Wow you all are helpful!!!! Thank you so much!

I ended up booking the family bedroom yesterday but reading through the responses has me second guessing.

Our dates are not flexible as we are heading out to get on a Panama Canal cruise on Friday.

The family room is $1282.00. It looks like the small berths are 4'9" and 4'7". My girls are 4'1" but will like grow a few inches before October.

Two roomettes would be $1039.

It looks like the bedroom suite has dropped in price to $1895 today, so instead of the $900+ difference it was yesterday it would be $613, which I am okay to spend if it is worth it. It sounds like we will likely not really be in the room much, however.

We are on the 421 to LA then we change and take the Pacific Surfliner to San Diego. The customer services rep I talked to said yesterday that we could only do carry on luggage and the dimension has to be 28x22x14 or less. However, it looks like the Surfliner restricts luggage to 28x22x11. When I heard only carry on size I was concerned how we were going to pack for a two week cruise, but it appears that that carry on size in the size of our largest luggage pieces.

If we were to change the room is there a fee to do so? With the additional information would anybody offer different advice.


----------



## Bob Dylan (Dec 7, 2017)

With the additional info provided, I honestly feel that you should go with the Family Bedroom, that's not a bad deal for 4 persons.. The $600+ difference can be better spent during your California stay.

Second choice would be the 2 Roomettes across from each other as was said.

As for changing your Rez, if you do call in, tell the Agent you want to "Modify" your Rez,DO NOT Cancel it and start over!

Keep in mind that Supply and Demand can make the Prices change constantly, either Up or Down.


----------



## PVD (Dec 7, 2017)

As long as they will fit in the berths for sleeping the family b/r is fine, since you have the Sightseer Lounge as a place to "hang". There are multiple bathrooms and a shower in the downstairs of the car, directly adjacent to the room, and it is usually pretty calm down there (unless a noisy family is in the family room, but of course that is not going to be an issue here!)


----------



## jebr (Dec 7, 2017)

I'd stick with the family bedroom, especially if you want to have an area where the entire family can be together privately (or without having to worry too much about disturbing others.) The roomettes are nice, but the only place to hang out as a family of 4 would be the sightseer lounge car. For the extra bit of money, it'd be worth it to have the family bedroom where everyone can hang out together, at least from my perspective.


----------



## willem (Dec 7, 2017)

It is possible that you will not be able to sit together in the Lounge, and also possible that you will not all be able to find seats in the Lounge, even separated from each other.



Sheila said:


> We are on the 421 to LA then we change and take the Pacific Surfliner to San Diego. The customer services rep I talked to said yesterday that we could only do carry on luggage and the dimension has to be 28x22x14 or less. However, it looks like the Surfliner restricts luggage to 28x22x11. When I heard only carry on size I was concerned how we were going to pack for a two week cruise, but it appears that that carry on size in the size of our largest luggage pieces.

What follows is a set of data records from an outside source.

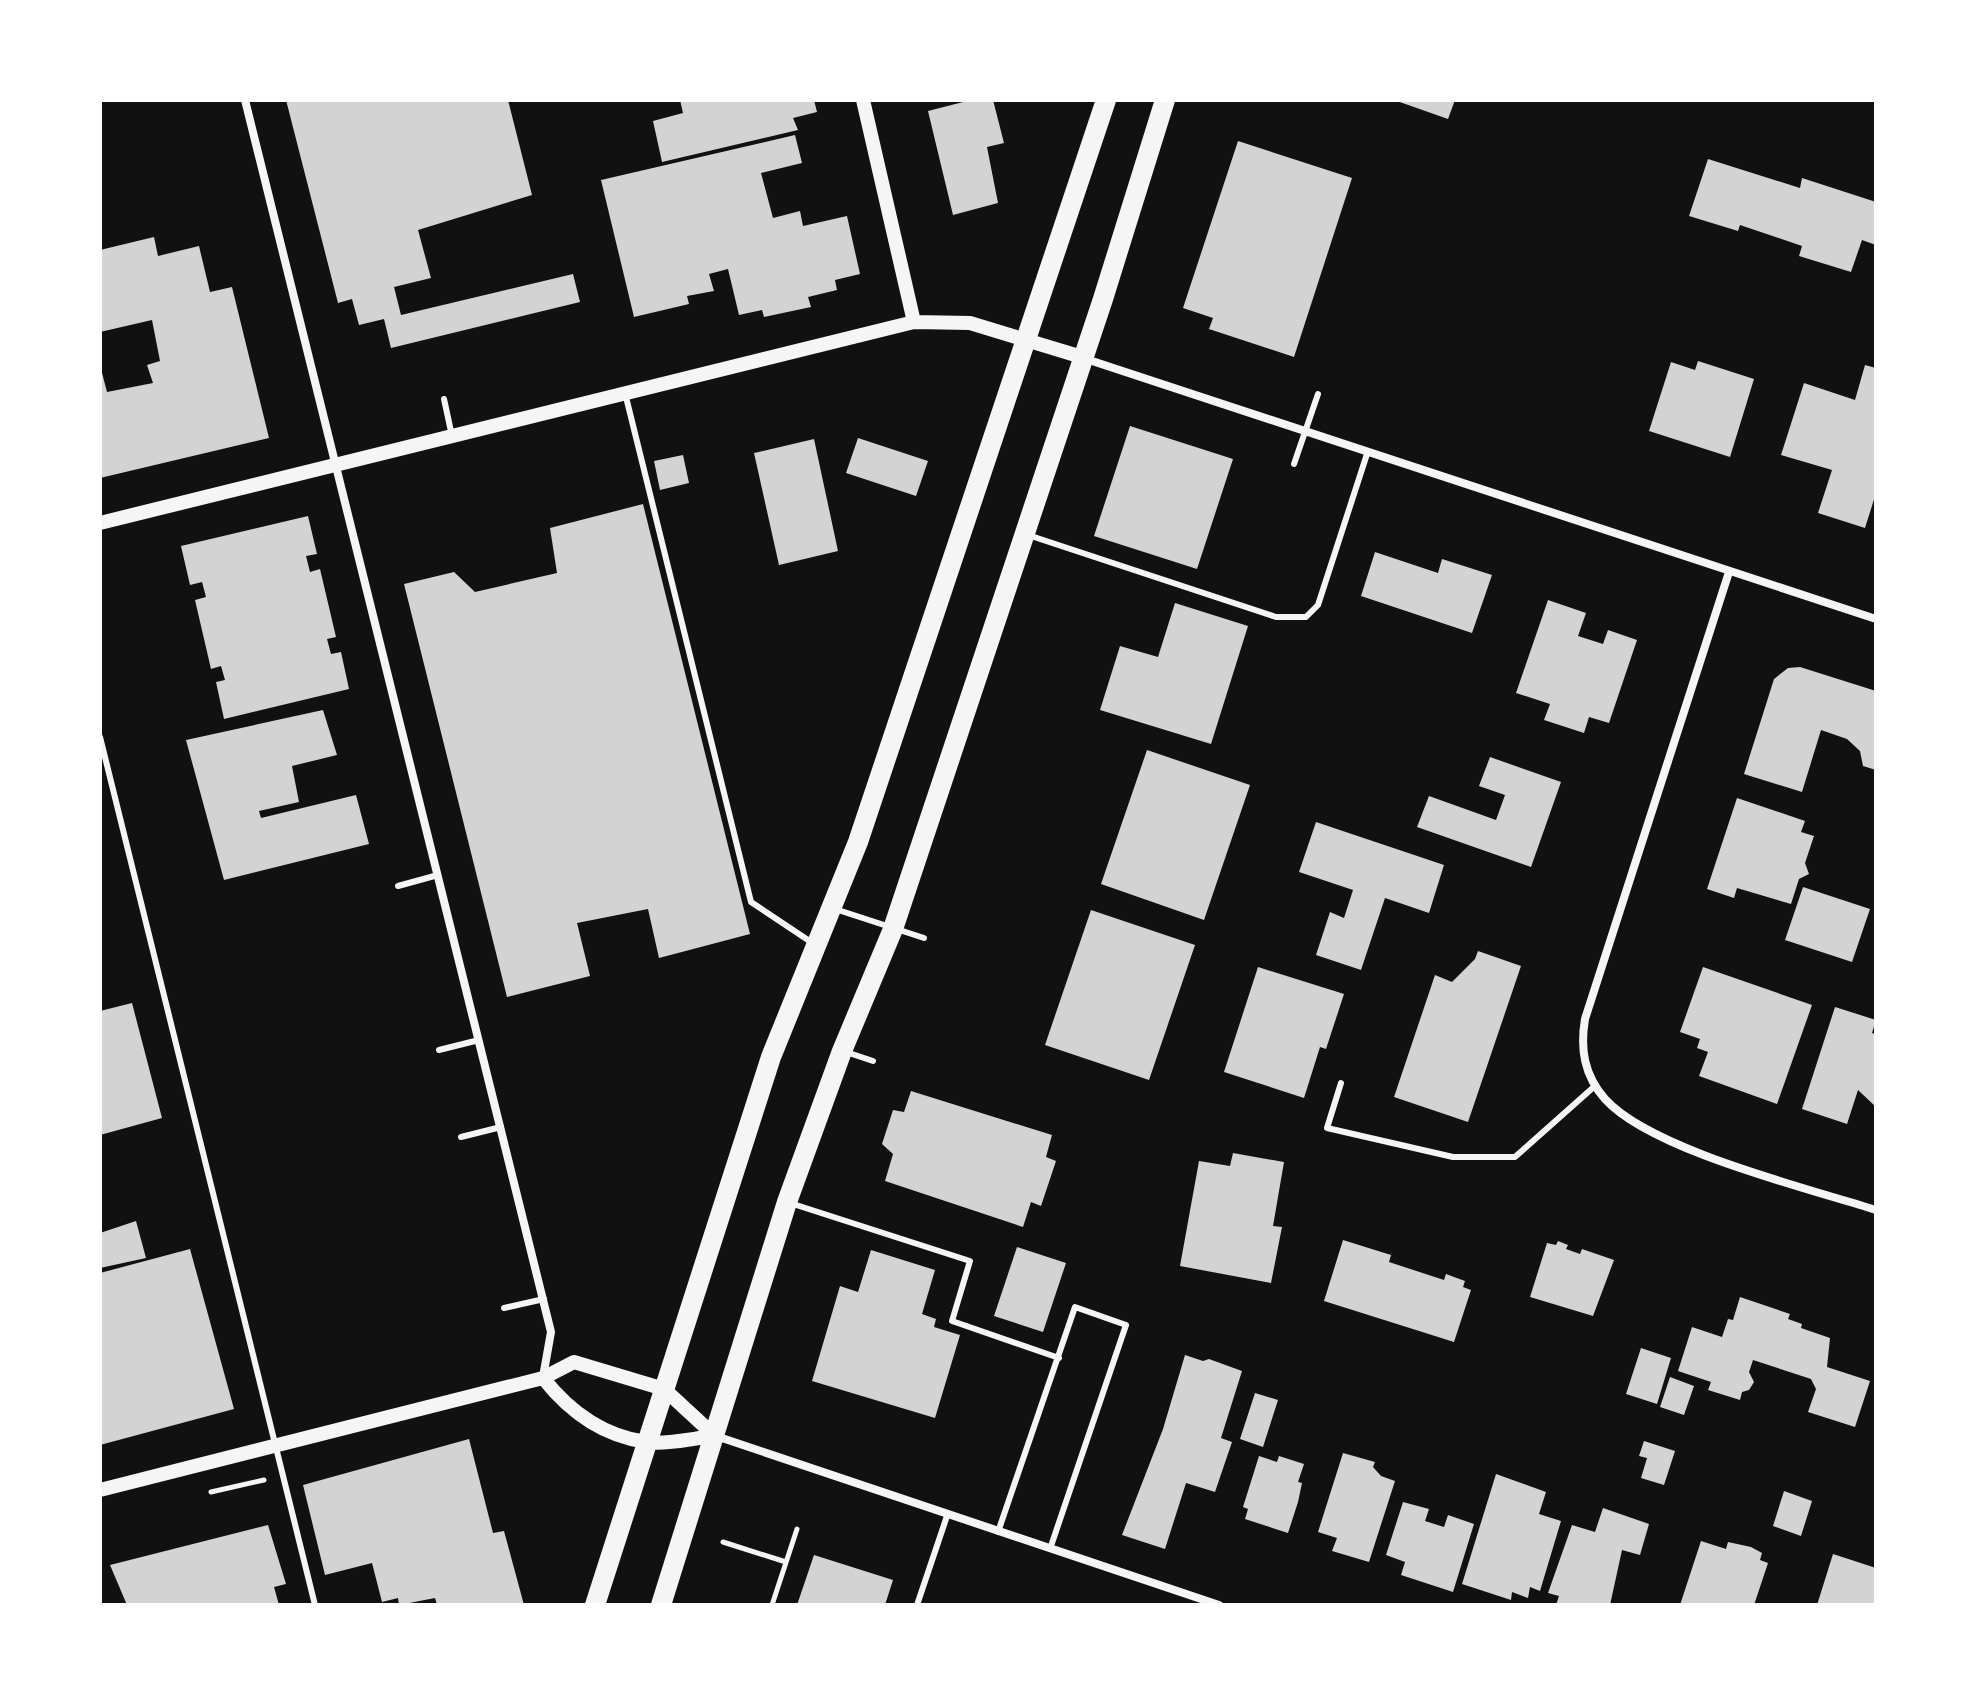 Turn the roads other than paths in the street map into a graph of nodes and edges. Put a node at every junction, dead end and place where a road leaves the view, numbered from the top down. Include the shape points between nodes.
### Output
1 (245, 100) edge
2 (863, 100) edge
3 (1106, 100) edge
4 (1165, 100) edge
5 (914, 322) junction
6 (1027, 341) junction
7 (1082, 357) junction
8 (625, 393) junction
9 (1318, 394) dead end
10 (444, 399) dead end
11 (1305, 433) junction
12 (452, 436) junction
13 (1367, 454) junction
14 (1294, 464) dead end
15 (334, 465) junction
16 (100, 523) edge
17 (1025, 533) junction
18 (1729, 572) junction
19 (1876, 619) edge
20 (100, 737) edge
21 (438, 875) junction
22 (398, 886) dead end
23 (832, 908) junction
24 (893, 929) junction
25 (924, 938) dead end
26 (816, 945) junction
27 (479, 1040) junction
28 (439, 1050) dead end
29 (842, 1051) junction
30 (873, 1061) dead end
31 (1341, 1083) dead end
32 (1596, 1085) junction
33 (501, 1127) junction
34 (461, 1137) dead end
35 (787, 1202) junction
36 (1876, 1210) edge
37 (544, 1299) junction
38 (504, 1308) dead end
39 (1059, 1358) junction
40 (543, 1378) junction
41 (664, 1389) junction
42 (715, 1436) junction
43 (647, 1442) junction
44 (277, 1447) junction
45 (100, 1490) edge
46 (947, 1516) junction
47 (998, 1532) junction
48 (1050, 1549) junction
49 (315, 1605) edge
50 (595, 1605) edge
51 (661, 1605) edge
52 (917, 1605) edge
53 (1219, 1605) edge

1 - 15 street
2 - 5 street
3 - 6 main road
4 - 7 main road
5 - 6 street via 970,323
5 - 8 street
6 - 7 street
6 - 23 main road
7 - 11 street
7 - 17 main road
8 - 12 street
8 - 26 lane via 751,902
9 - 11 lane
10 - 12 lane
11 - 13 street
11 - 14 lane
12 - 15 street
13 - 17 lane via 1318,605 1306,617 1276,617
13 - 18 street
15 - 16 street
15 - 21 street
17 - 24 main road
18 - 19 street
18 - 32 street via 1585,1019 1581,1044 1587,1073
20 - 44 lane
21 - 22 lane
21 - 27 street
23 - 24 lane
23 - 26 main road
24 - 25 lane
24 - 29 main road
26 - 41 main road via 771,1057
27 - 28 lane
27 - 33 street
29 - 30 lane
29 - 35 main road
31 - 32 lane via 1327,1128 1453,1157 1515,1157
32 - 36 street via 1635,1125 1698,1152
33 - 34 lane
33 - 37 street
35 - 39 lane via 970,1261 952,1321
35 - 42 main road
37 - 38 lane
37 - 40 street via 551,1332
39 - 47 lane
39 - 48 lane via 1075,1307 1126,1325
40 - 41 street via 574,1362
40 - 43 street via 563,1403 593,1425
40 - 44 street
41 - 42 street
41 - 43 main road
42 - 43 street
42 - 46 street
42 - 51 main road
43 - 50 main road
44 - 45 street
44 - 49 lane
46 - 47 street
46 - 52 lane
47 - 48 street
48 - 53 street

I have never had an Amtrak employee measure the size of a bag. Only once have I had an Amtrak employee weigh a bag; that was the day after the weight limit was decreased from 70 to 50 pounds. On the other hand, I believe I have been on a Surfliner only one time.



Sheila said:


> If we were to change the room is there a fee to do so? With the additional information would anybody offer different advice.

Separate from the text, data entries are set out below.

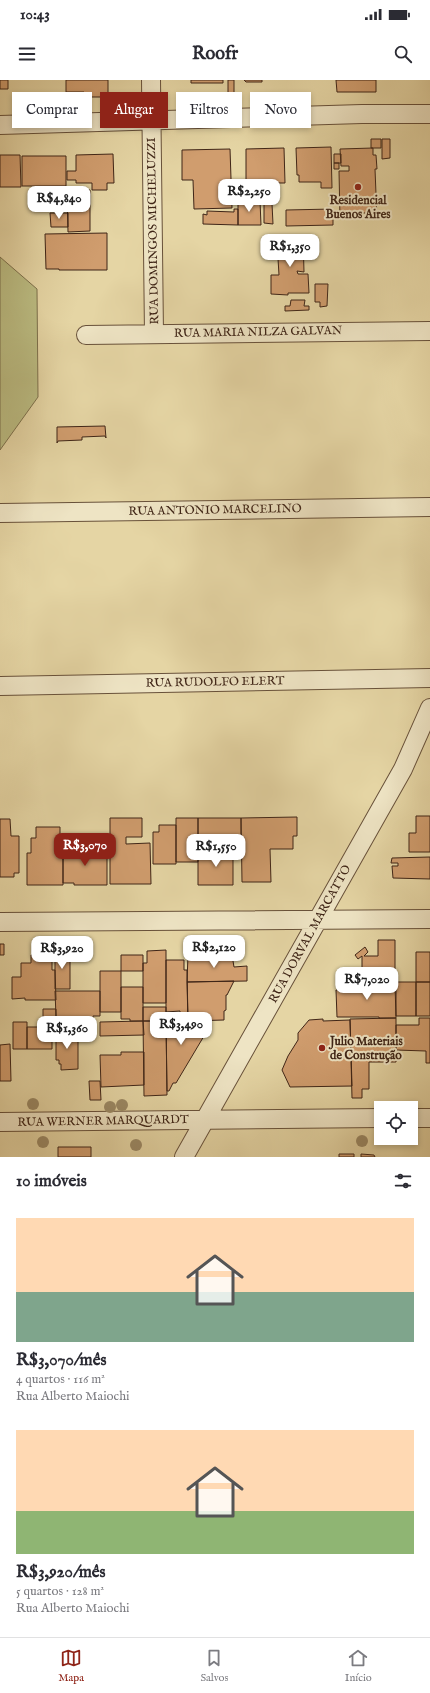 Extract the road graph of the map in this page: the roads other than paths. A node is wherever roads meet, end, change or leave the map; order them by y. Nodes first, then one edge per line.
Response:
1 (151, 80) edge
2 (151, 92) edge
3 (430, 114) edge
4 (168, 120) edge
5 (100, 122) edge
6 (0, 125) edge
7 (152, 128) edge
8 (430, 331) edge
9 (154, 334) junction
10 (86, 335) dead end
11 (430, 507) edge
12 (0, 513) edge
13 (430, 678) edge
14 (0, 686) edge
15 (430, 708) edge
16 (430, 919) edge
17 (319, 920) junction
18 (0, 922) edge
19 (374, 1118) edge
20 (418, 1118) edge
21 (430, 1118) edge
22 (205, 1120) junction
23 (0, 1122) edge
24 (184, 1157) edge

1 - 2 street, RUA DOMINGOS MICHELUZZI
3 - 4 street
5 - 6 street
7 - 9 street, RUA DOMINGOS MICHELUZZI
8 - 9 street, RUA MARIA NILZA GALVAN
9 - 10 street, RUA MARIA NILZA GALVAN
11 - 12 street, RUA ANTONIO MARCELINO
13 - 14 street, RUA RUDOLFO ELERT
15 - 17 street, RUA DORVAL MARCATTO
16 - 17 street
17 - 18 street
17 - 22 street, RUA DORVAL MARCATTO
19 - 22 street, RUA WERNER MARQUARDT
20 - 21 street
22 - 23 street, RUA WERNER MARQUARDT
22 - 24 street, RUA DORVAL MARCATTO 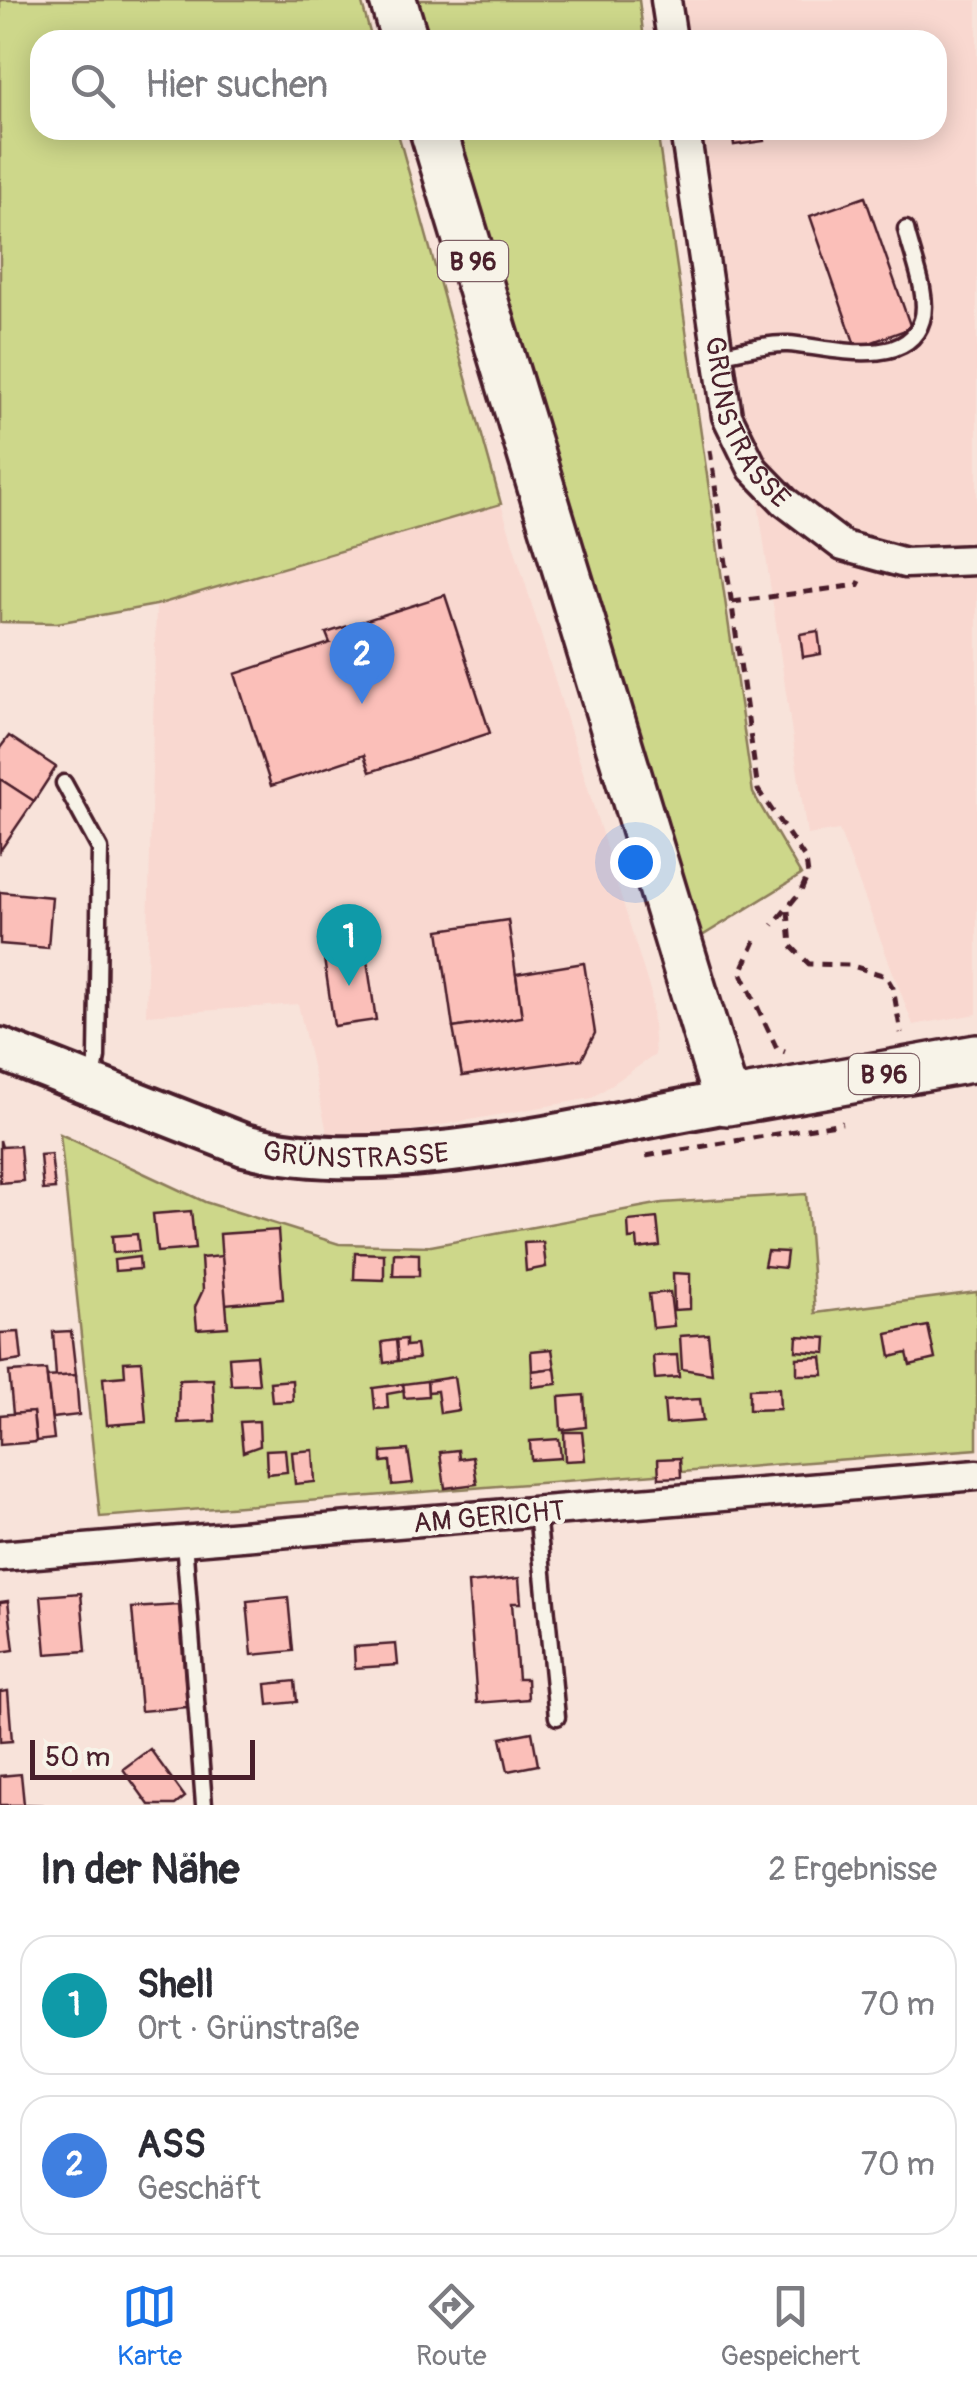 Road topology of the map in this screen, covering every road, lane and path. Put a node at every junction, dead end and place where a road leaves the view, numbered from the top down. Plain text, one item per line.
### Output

I hesitate to say there is never a change fee, but I am not aware of one and have never paid one on Amtrak. If you ask to be refunded the difference after changing to a lower-priced reservation (including canceling), there is a penalty.


----------



## the_traveler (Dec 7, 2017)

On the Surfliners, there is along 1 wall (3/4 of the car wide) on the lower level a luggage rack that you can place your bags in. I have placed a large 28 inch suitcase in it with no problem! I believe those given measurements are if you want to keep the bags above your seat on the upper level.

When you board the Surfliners, you may want to sit on the right side. Much of the trip is within feet of the ocean!


----------



## Sheila (Dec 7, 2017)

Can I request the right side ahead of time? I had the option of an unreserved coach seat or an assigned business class seat for $76 more. I went with the assigned seat when she told me that I may not get a seat if not. She did not tell me which seats we would be in for that leg of the trip. It is the 7:25 am train. Should it be busy?


----------



## KmH (Dec 7, 2017)

Superliner cars can be added to the consist with either end forward.

That means there is no way to tell which seats/sleepers side will be on the right side until the train is put together.


----------



## Tennessee Traveler (Dec 7, 2017)

I have ridden business class on Surfliners and only "a seat" is reserved not a "specific location". When boarding it is "first come, first served". If you are wondering, all coach seats on Amtrak long distance trains like 421 are "reserved" but a seat location is not guaranteed.


----------



## the_traveler (Dec 7, 2017)

The thing is, on the Surfliners, coach is UNreserved (unlike most of the rest of Amtrak trains) while business class is reserved. They will only sell as many reservations as there are seats in the business class car, but they will sell as many coach tickets as there are people who want to take that train. Thus, in business class you are guaranteed a seat (and other extras), while in coach, there is a possibility you may need to stand.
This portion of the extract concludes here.